#### What you need to do:
Search the records for the string "Casa" and copy every line in which it appears.

#### Task inputs:
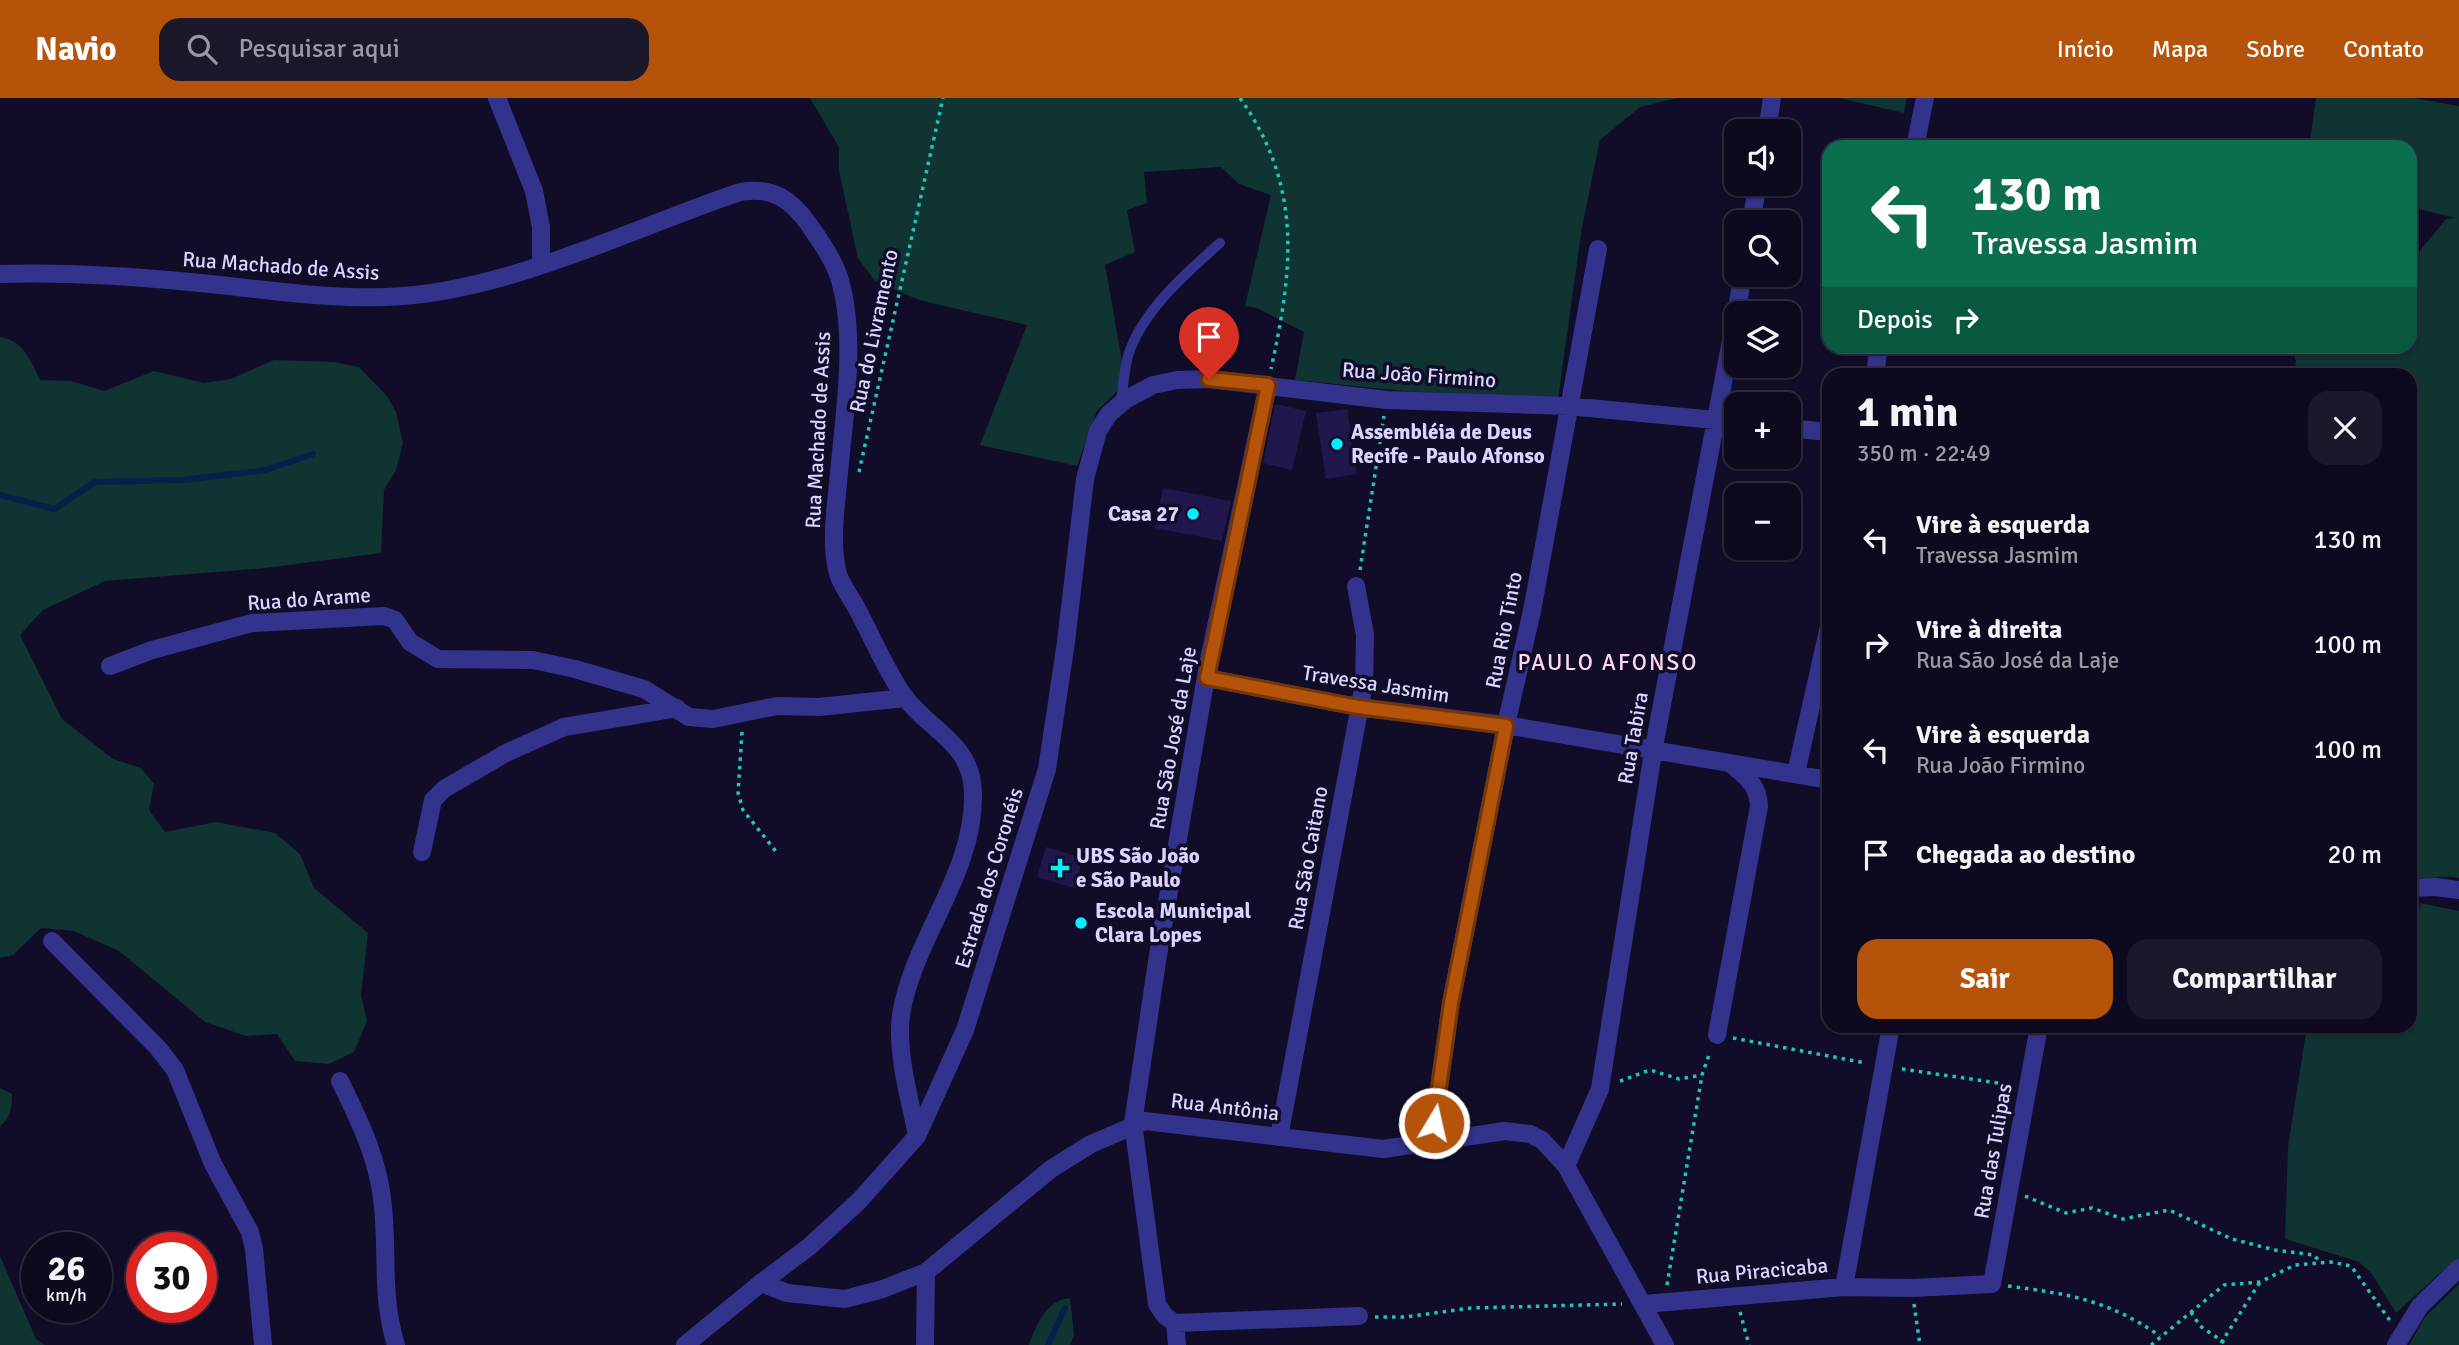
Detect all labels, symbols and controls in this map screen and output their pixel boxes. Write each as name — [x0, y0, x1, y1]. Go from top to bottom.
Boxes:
search box — [159, 18, 649, 81]
text: Navio — [35, 29, 117, 70]
icon: search — [183, 30, 221, 68]
text: Pesquisar aqui — [239, 33, 400, 65]
text: Início — [2057, 34, 2114, 64]
text: Mapa — [2152, 34, 2208, 64]
text: Sobre — [2246, 34, 2305, 64]
text: Contato — [2343, 34, 2424, 64]
map controls — [1724, 119, 1801, 560]
button: sound — [1724, 119, 1801, 196]
text: 130 m — [1972, 164, 2102, 224]
icon: left — [1857, 168, 1948, 259]
button: search — [1724, 210, 1801, 287]
text: Travessa Jasmim — [1972, 224, 2198, 263]
street label: Rua Machado de Assis — [182, 246, 380, 286]
street label: Rua do Livramento — [844, 247, 904, 415]
button: layers — [1724, 301, 1801, 378]
icon: right — [1947, 301, 1985, 339]
text: Depois — [1857, 304, 1933, 336]
pin — [1179, 307, 1239, 379]
icon: arrive — [1190, 318, 1228, 356]
street label: Rua Machado de Assis — [800, 331, 836, 529]
street label: Rua João Firmino — [1341, 357, 1497, 393]
text: 1 min — [1857, 387, 1958, 438]
button: close — [2308, 391, 2382, 465]
button: + — [1724, 392, 1801, 469]
place label: Assembléia de Deus Recife - Paulo Afonso — [1351, 419, 1545, 469]
marker: Assembléia de Deus Recife - Paulo Afonso — [1329, 436, 1345, 452]
text: 350 m · 22:49 — [1857, 439, 1991, 468]
button: − — [1724, 483, 1801, 560]
place label: Casa 27 — [1108, 501, 1179, 527]
marker: Casa 27 — [1185, 506, 1201, 522]
text: Vire à esquerda — [1916, 509, 2090, 541]
icon: left — [1857, 521, 1895, 559]
text: 130 m — [2313, 524, 2382, 556]
text: Travessa Jasmim — [1916, 541, 2079, 570]
street label: Rua Rio Tinto — [1480, 569, 1528, 691]
street label: Rua do Arame — [246, 582, 372, 616]
text: Vire à direita — [1916, 614, 2062, 646]
icon: right — [1857, 626, 1895, 664]
text: 100 m — [2313, 629, 2382, 661]
street label: Rua São José da Laje — [1144, 644, 1202, 832]
text: Rua São José da Laje — [1916, 646, 2119, 675]
district label: PAULO AFONSO — [1518, 648, 1698, 677]
street label: Travessa Jasmim — [1301, 660, 1451, 708]
street label: Rua Tabira — [1612, 690, 1654, 786]
text: Vire à esquerda — [1916, 719, 2090, 751]
icon: left — [1857, 731, 1895, 769]
text: 100 m — [2313, 734, 2382, 766]
text: Rua João Firmino — [1916, 751, 2085, 780]
street label: Rua São Caitano — [1283, 784, 1333, 932]
street label: Estrada dos Coronéis — [949, 785, 1029, 971]
icon: arrive — [1857, 836, 1895, 874]
text: Chegada ao destino — [1916, 839, 2135, 871]
text: 20 m — [2327, 839, 2382, 871]
place label: UBS São João e São Paulo — [1076, 843, 1200, 893]
marker: UBS São João e São Paulo — [1050, 858, 1070, 878]
place label: Escola Municipal Clara Lopes — [1095, 898, 1251, 948]
marker: Escola Municipal Clara Lopes — [1073, 915, 1089, 931]
button: Sair — [1857, 939, 2113, 1019]
button: Compartilhar — [2127, 939, 2382, 1019]
street label: Rua das Tulipas — [1968, 1081, 2018, 1221]
position arrow — [1397, 1086, 1471, 1160]
street label: Rua Antônia — [1169, 1087, 1281, 1127]
speed limit sign: 30 — [126, 1232, 217, 1323]
text: 26 — [48, 1247, 85, 1290]
street label: Rua Piracicaba — [1695, 1252, 1829, 1290]
text: km/h — [46, 1284, 87, 1306]

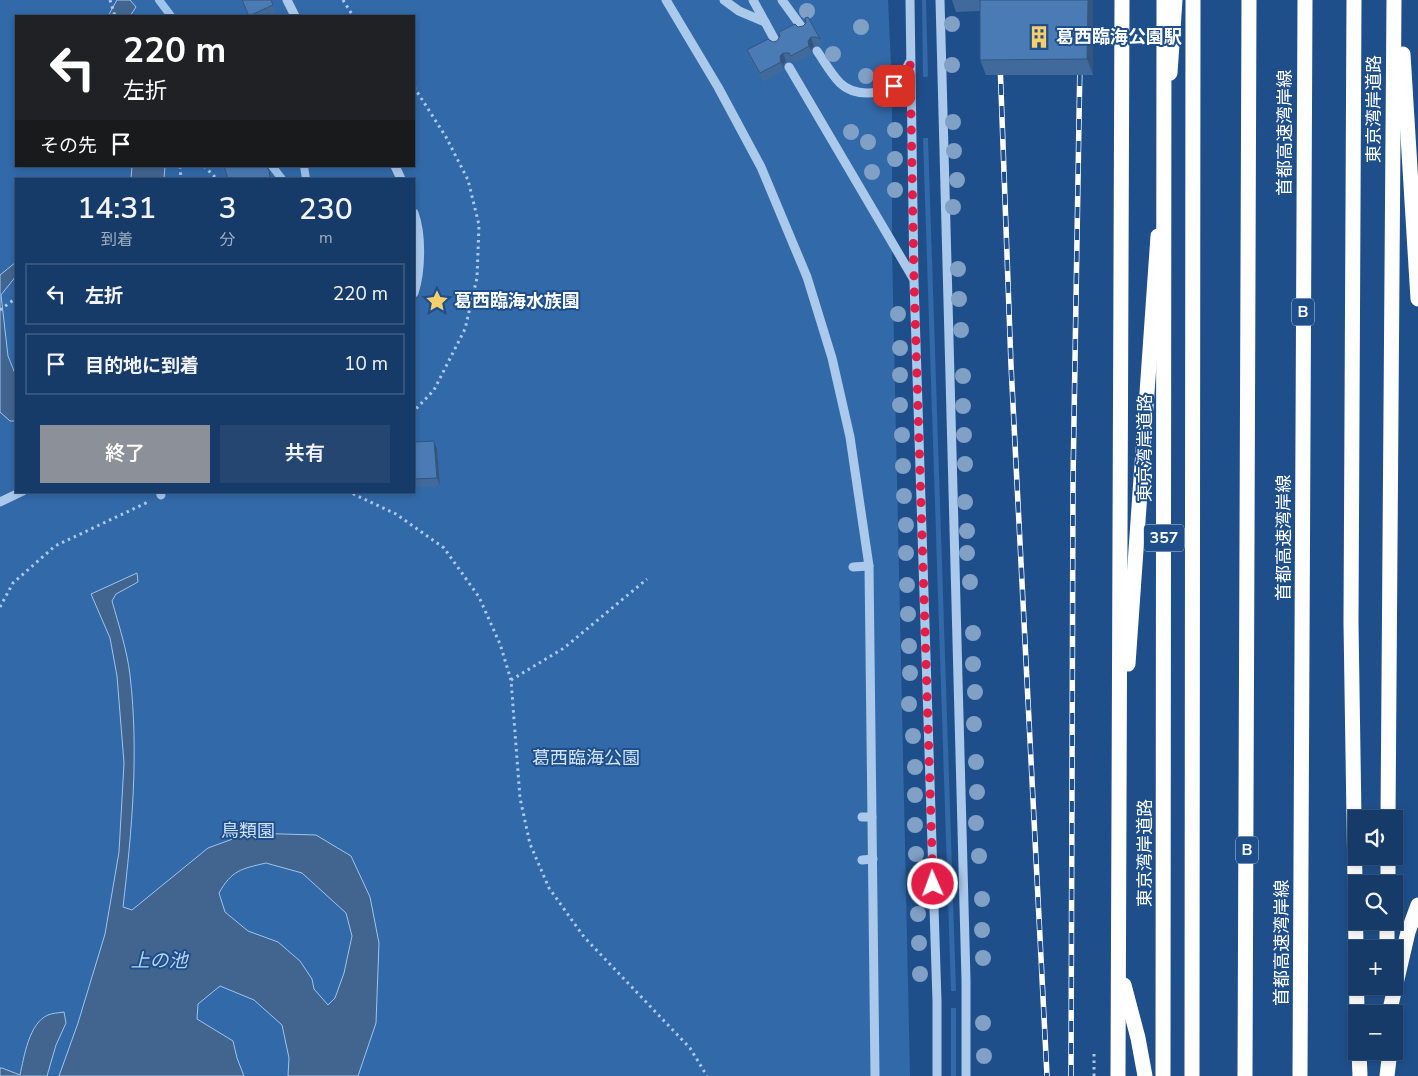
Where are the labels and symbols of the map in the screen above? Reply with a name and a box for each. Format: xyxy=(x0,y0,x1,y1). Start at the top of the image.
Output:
building icon: 葛西臨海公園駅 xyxy=(1026,24,1052,50)
place label: 葛西臨海公園駅 xyxy=(1056,25,1182,49)
street label: 東京湾岸道路 xyxy=(1362,55,1386,163)
pin xyxy=(873,65,915,107)
street label: 首都高速湾岸線 xyxy=(1273,70,1297,196)
place icon: 葛西臨海水族園 xyxy=(424,288,450,314)
place label: 葛西臨海水族園 xyxy=(454,289,580,313)
road number: B xyxy=(1292,298,1314,326)
street label: 東京湾岸道路 xyxy=(1133,394,1157,502)
street label: 首都高速湾岸線 xyxy=(1272,475,1296,601)
road number: 357 xyxy=(1144,524,1184,552)
park label: 葛西臨海公園 xyxy=(532,746,640,770)
street label: 東京湾岸道路 xyxy=(1133,799,1157,907)
park label: 鳥類園 xyxy=(221,819,275,843)
road number: B xyxy=(1236,836,1258,864)
position arrow xyxy=(906,857,958,909)
street label: 首都高速湾岸線 xyxy=(1270,880,1294,1006)
water label: 上の池 xyxy=(130,948,189,974)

#### Task solution:
place label: Casa 27 — [1108, 501, 1179, 527]
marker: Casa 27 — [1185, 506, 1201, 522]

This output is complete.